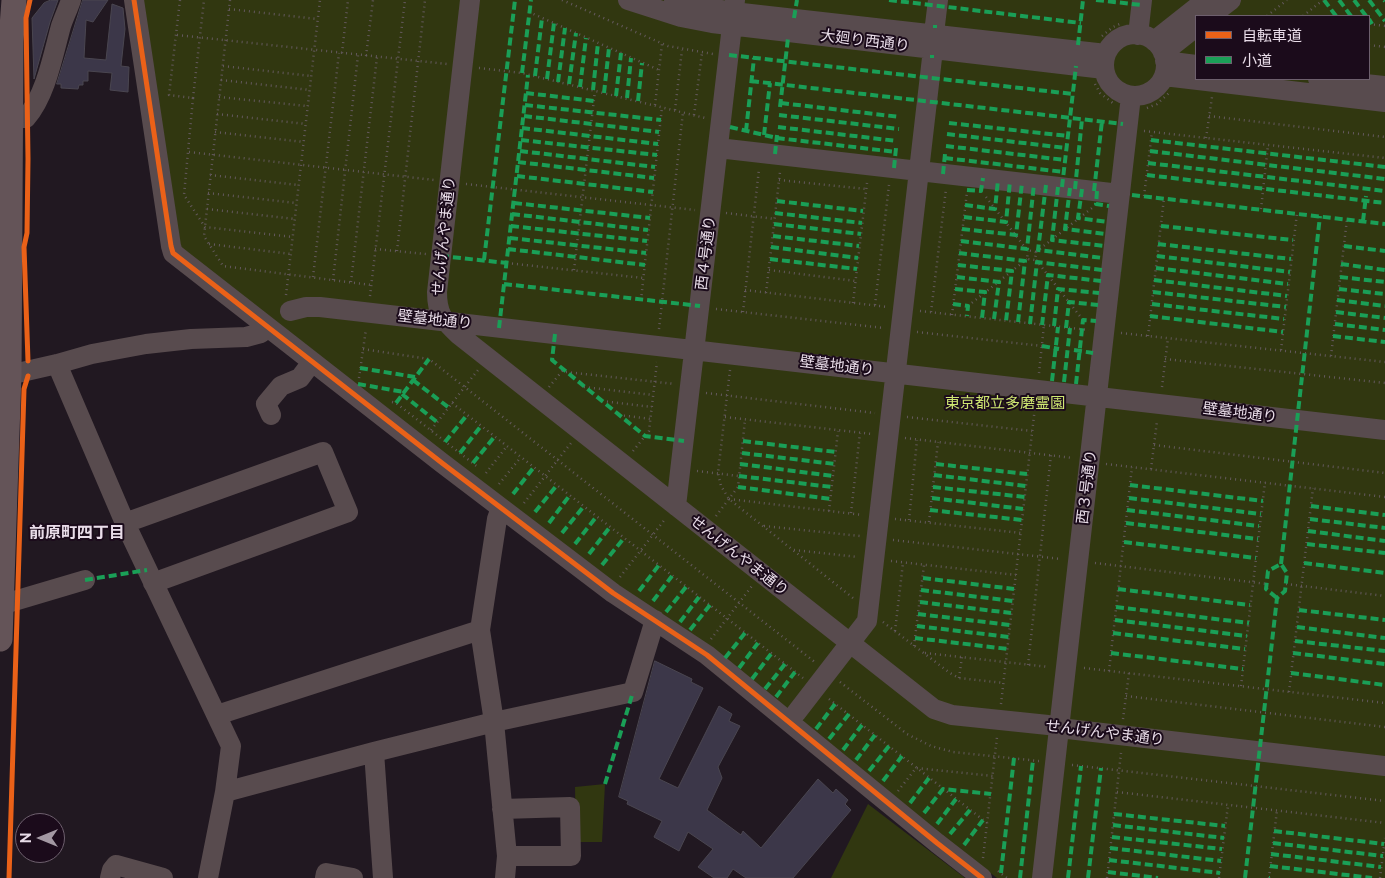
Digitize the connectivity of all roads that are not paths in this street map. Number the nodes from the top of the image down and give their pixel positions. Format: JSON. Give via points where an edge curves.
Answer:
{"nodes":[{"id":1,"x":10,"y":0,"type":"edge"},
{"id":2,"x":14,"y":0,"type":"edge"},
{"id":3,"x":71,"y":0,"type":"edge"},
{"id":4,"x":134,"y":0,"type":"edge"},
{"id":5,"x":470,"y":0,"type":"edge"},
{"id":6,"x":628,"y":0,"type":"edge"},
{"id":7,"x":674,"y":0,"type":"edge"},
{"id":8,"x":938,"y":0,"type":"edge"},
{"id":9,"x":1142,"y":0,"type":"edge"},
{"id":10,"x":1206,"y":0,"type":"edge"},
{"id":11,"x":1231,"y":0,"type":"edge"},
{"id":12,"x":0,"y":5,"type":"edge"},
{"id":13,"x":733,"y":12,"type":"edge"},
{"id":14,"x":1211,"y":15,"type":"edge"},
{"id":15,"x":935,"y":25,"type":"dead end"},
{"id":16,"x":1195,"y":28,"type":"edge"},
{"id":17,"x":1155,"y":54,"type":"junction"},
{"id":18,"x":932,"y":58,"type":"dead end"},
{"id":19,"x":1101,"y":61,"type":"junction"},
{"id":20,"x":1195,"y":63,"type":"edge"},
{"id":21,"x":1195,"y":64,"type":"edge"},
{"id":22,"x":1269,"y":80,"type":"edge"},
{"id":23,"x":1328,"y":80,"type":"edge"},
{"id":24,"x":1286,"y":84,"type":"edge"},
{"id":25,"x":1385,"y":86,"type":"edge"},
{"id":26,"x":1385,"y":102,"type":"edge"},
{"id":27,"x":1131,"y":103,"type":"junction"},
{"id":28,"x":10,"y":118,"type":"junction"},
{"id":29,"x":718,"y":148,"type":"junction"},
{"id":30,"x":919,"y":171,"type":"junction"},
{"id":31,"x":1120,"y":194,"type":"junction"},
{"id":32,"x":290,"y":311,"type":"road end"},
{"id":33,"x":444,"y":322,"type":"junction"},
{"id":34,"x":267,"y":326,"type":"junction"},
{"id":35,"x":694,"y":350,"type":"junction"},
{"id":36,"x":312,"y":362,"type":"junction"},
{"id":37,"x":57,"y":364,"type":"junction"},
{"id":38,"x":896,"y":373,"type":"junction"},
{"id":39,"x":5,"y":376,"type":"edge"},
{"id":40,"x":1097,"y":396,"type":"junction"},
{"id":41,"x":262,"y":410,"type":"dead end"},
{"id":42,"x":1385,"y":430,"type":"edge"},
{"id":43,"x":501,"y":508,"type":"junction"},
{"id":44,"x":672,"y":510,"type":"junction"},
{"id":45,"x":125,"y":523,"type":"junction"},
{"id":46,"x":85,"y":580,"type":"dead end"},
{"id":47,"x":153,"y":583,"type":"junction"},
{"id":48,"x":1,"y":605,"type":"edge"},
{"id":49,"x":655,"y":620,"type":"junction"},
{"id":50,"x":480,"y":630,"type":"junction"},
{"id":51,"x":0,"y":639,"type":"edge"},
{"id":52,"x":849,"y":644,"type":"junction"},
{"id":53,"x":796,"y":713,"type":"dead end"},
{"id":54,"x":217,"y":715,"type":"junction"},
{"id":55,"x":494,"y":722,"type":"junction"},
{"id":56,"x":1059,"y":728,"type":"junction"},
{"id":57,"x":374,"y":752,"type":"junction"},
{"id":58,"x":1385,"y":766,"type":"edge"},
{"id":59,"x":225,"y":792,"type":"junction"},
{"id":60,"x":502,"y":809,"type":"junction"},
{"id":61,"x":507,"y":856,"type":"junction"},
{"id":62,"x":983,"y":869,"type":"edge"},
{"id":63,"x":110,"y":878,"type":"edge"},
{"id":64,"x":163,"y":878,"type":"edge"},
{"id":65,"x":208,"y":878,"type":"edge"},
{"id":66,"x":325,"y":878,"type":"edge"},
{"id":67,"x":353,"y":878,"type":"edge"},
{"id":68,"x":383,"y":878,"type":"edge"},
{"id":69,"x":505,"y":878,"type":"edge"},
{"id":70,"x":1042,"y":878,"type":"edge"}],
"edges":[{"from":1,"to":12,"type":"street"},
{"from":2,"to":28,"type":"main road","via":[[10,41]]},
{"from":3,"to":28,"type":"street","via":[[34,109],[26,118]]},
{"from":4,"to":34,"type":"street","via":[[170,246],[173,253]]},
{"from":5,"to":33,"type":"street","name":"せんげんやま通り","via":[[437,292],[438,311]]},
{"from":6,"to":13,"type":"street","name":"大廻り西通り","via":[[681,17]]},
{"from":7,"to":13,"type":"street","name":"大廻り西通り"},
{"from":8,"to":15,"type":"street"},
{"from":9,"to":17,"type":"street"},
{"from":10,"to":17,"type":"street"},
{"from":11,"to":14,"type":"street"},
{"from":13,"to":19,"type":"street","name":"大廻り西通り","via":[[894,37]]},
{"from":13,"to":29,"type":"street","name":"西４号通り"},
{"from":16,"to":17,"type":"street"},
{"from":17,"to":19,"type":"street","via":[[1132,34],[1111,45]]},
{"from":17,"to":20,"type":"street"},
{"from":17,"to":21,"type":"street"},
{"from":17,"to":27,"type":"street","via":[[1158,85]]},
{"from":18,"to":30,"type":"street"},
{"from":19,"to":27,"type":"street","via":[[1111,85]]},
{"from":22,"to":24,"type":"street"},
{"from":23,"to":25,"type":"street"},
{"from":24,"to":26,"type":"street"},
{"from":27,"to":31,"type":"street","name":"西３号通り"},
{"from":28,"to":39,"type":"main road"},
{"from":29,"to":30,"type":"street"},
{"from":29,"to":35,"type":"street","name":"西４号通り"},
{"from":30,"to":31,"type":"street"},
{"from":30,"to":38,"type":"street"},
{"from":31,"to":40,"type":"street","name":"西３号通り"},
{"from":32,"to":33,"type":"street","name":"壁墓地通り","via":[[313,307]]},
{"from":33,"to":35,"type":"street","name":"壁墓地通り"},
{"from":33,"to":44,"type":"street","name":"せんげんやま通り"},
{"from":34,"to":36,"type":"street"},
{"from":34,"to":37,"type":"street","via":[[261,333],[246,337],[146,344]]},
{"from":35,"to":38,"type":"street","name":"壁墓地通り"},
{"from":35,"to":44,"type":"street","name":"西４号通り"},
{"from":36,"to":41,"type":"street","via":[[300,378],[281,386]]},
{"from":36,"to":43,"type":"street"},
{"from":37,"to":39,"type":"street"},
{"from":37,"to":45,"type":"street"},
{"from":38,"to":40,"type":"street","name":"壁墓地通り"},
{"from":38,"to":52,"type":"street","via":[[867,621]]},
{"from":39,"to":48,"type":"main road"},
{"from":40,"to":42,"type":"street","name":"壁墓地通り"},
{"from":40,"to":56,"type":"street","name":"西３号通り"},
{"from":43,"to":49,"type":"street","via":[[613,593]]},
{"from":43,"to":50,"type":"street"},
{"from":44,"to":52,"type":"street","name":"せんげんやま通り"},
{"from":45,"to":47,"type":"street"},
{"from":45,"to":47,"type":"street","via":[[323,452],[348,512]]},
{"from":46,"to":48,"type":"street"},
{"from":47,"to":54,"type":"street"},
{"from":48,"to":51,"type":"main road"},
{"from":49,"to":55,"type":"street","via":[[633,692]]},
{"from":49,"to":62,"type":"street","via":[[707,655],[937,843]]},
{"from":50,"to":54,"type":"street"},
{"from":50,"to":55,"type":"street"},
{"from":52,"to":53,"type":"street"},
{"from":52,"to":56,"type":"street","name":"せんげんやま通り","via":[[927,705],[943,712]]},
{"from":54,"to":59,"type":"street","via":[[231,746]]},
{"from":55,"to":57,"type":"street"},
{"from":55,"to":60,"type":"street"},
{"from":56,"to":58,"type":"street","name":"せんげんやま通り"},
{"from":56,"to":70,"type":"street","name":"西３号通り"},
{"from":57,"to":59,"type":"street"},
{"from":57,"to":68,"type":"street"},
{"from":59,"to":65,"type":"street"},
{"from":60,"to":61,"type":"street"},
{"from":60,"to":61,"type":"street","via":[[570,807],[571,856]]},
{"from":61,"to":69,"type":"street"},
{"from":63,"to":64,"type":"street","via":[[116,865]]},
{"from":66,"to":67,"type":"street","via":[[326,873]]}]}
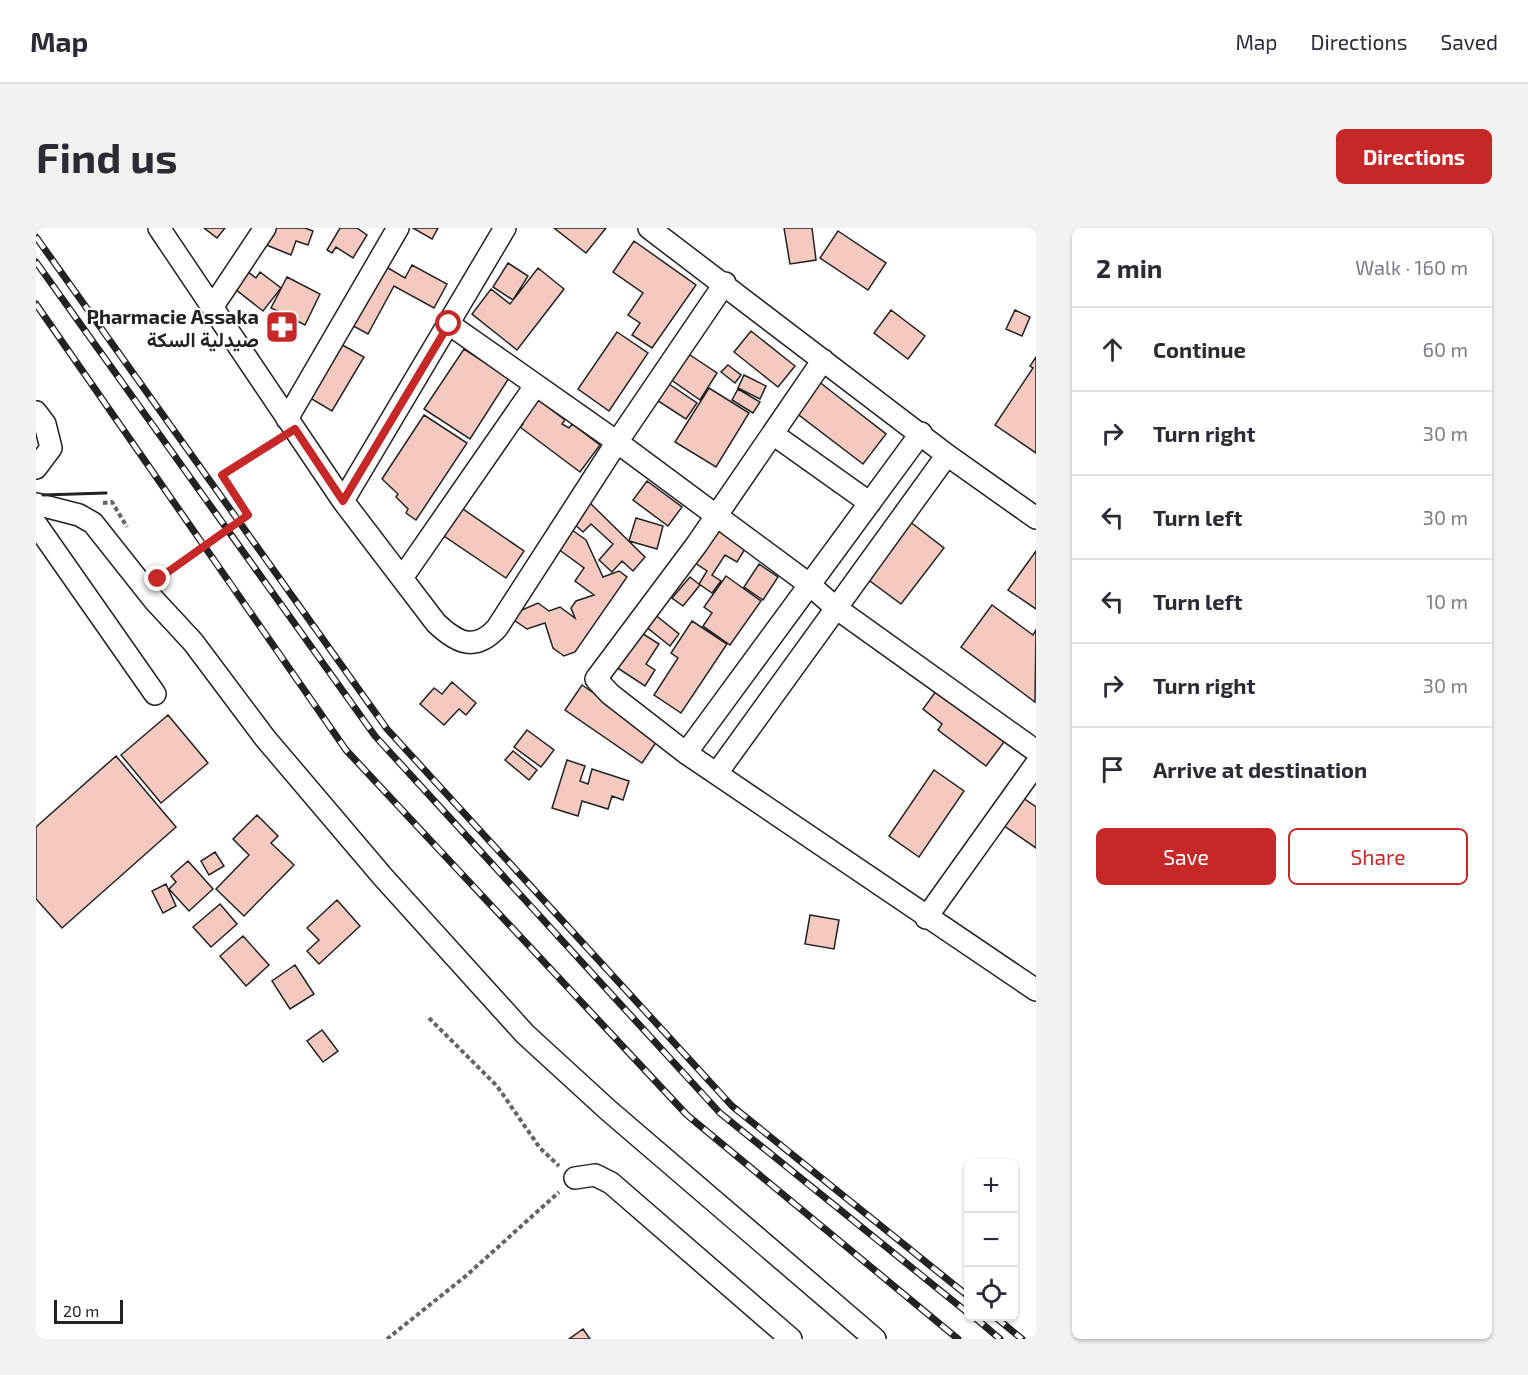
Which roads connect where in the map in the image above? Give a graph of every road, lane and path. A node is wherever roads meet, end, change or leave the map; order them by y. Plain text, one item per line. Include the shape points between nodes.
1 (159, 228) edge
2 (265, 228) edge
3 (398, 228) edge
4 (505, 228) edge
5 (649, 228) edge
6 (725, 283) junction
7 (213, 306) junction
8 (449, 324) junction
9 (824, 360) junction
10 (535, 386) junction
11 (36, 412) edge
12 (291, 424) junction
13 (921, 433) junction
14 (773, 434) junction
15 (617, 442) junction
16 (947, 455) junction
17 (36, 468) edge
18 (343, 501) junction
19 (870, 503) junction
20 (36, 504) edge
21 (717, 515) junction
22 (1036, 518) edge
23 (36, 524) edge
24 (402, 578) junction
25 (158, 579) dead end
26 (810, 585) junction
27 (836, 608) junction
28 (155, 694) dead end
29 (1036, 751) edge
30 (686, 753) junction
31 (1036, 764) edge
32 (717, 773) junction
33 (926, 918) junction
34 (1036, 990) edge
35 (429, 1018) dead end
36 (575, 1178) junction
37 (387, 1339) edge
38 (791, 1339) edge
39 (875, 1339) edge

1 - 7 street
2 - 7 street
3 - 12 street
4 - 8 street
5 - 6 street
6 - 9 street
6 - 15 street
7 - 12 street
8 - 10 street
8 - 18 street
9 - 13 street
9 - 14 street
10 - 15 street
10 - 24 street
11 - 17 street via 45,424 51,448
12 - 18 street
12 - 25 path, bridge via 222,475 248,515
13 - 16 street
13 - 19 street
14 - 19 street
14 - 21 street
15 - 21 street
15 - 24 street via 486,640 461,642 449,635
16 - 22 street
16 - 27 street
18 - 24 street
19 - 26 street
20 - 39 street via 79,515 93,523 357,846 525,1034
21 - 26 street
21 - 30 street via 596,679
23 - 28 street
26 - 27 street
26 - 30 street
27 - 29 street
27 - 32 street
30 - 32 street
31 - 33 street
32 - 33 street
33 - 34 street
35 - 36 path via 497,1086 550,1159
36 - 37 path via 467,1275
36 - 38 street via 595,1176 612,1184

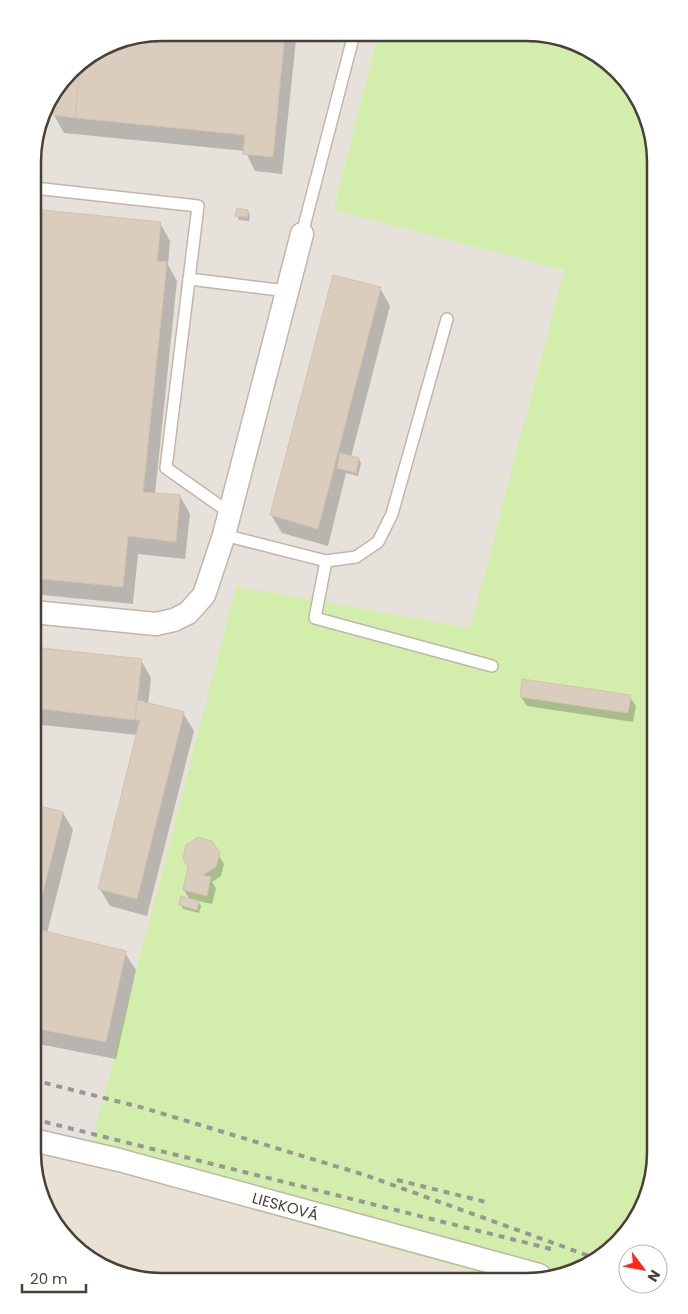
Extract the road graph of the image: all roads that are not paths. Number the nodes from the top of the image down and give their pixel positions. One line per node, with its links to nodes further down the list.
1 (352, 41): 3 (lane)
2 (41, 189): 4 (lane)
3 (302, 234): 5 (street)
4 (189, 279): 5 (lane); 7 (lane)
5 (287, 291): 7 (street)
6 (447, 319): 9 (lane)
7 (230, 513): 8 (street)
8 (224, 535): 9 (lane); 10 (street)
9 (326, 561): 11 (lane)
10 (41, 613)
11 (492, 666)
12 (41, 1142): 13 (street, LIESKOVÁ)
13 (531, 1273)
┄┄┄┄┄┄
> **WHAT YOU NEED TO DO**: Which of the lines above contain "dead"? Return them all.

> **EXPECTED ANSWER**:
{"id":15,"x":935,"y":25,"type":"dead end"},
{"id":18,"x":932,"y":58,"type":"dead end"},
{"id":41,"x":262,"y":410,"type":"dead end"},
{"id":46,"x":85,"y":580,"type":"dead end"},
{"id":53,"x":796,"y":713,"type":"dead end"},
25 (158, 579) dead end
28 (155, 694) dead end
35 (429, 1018) dead end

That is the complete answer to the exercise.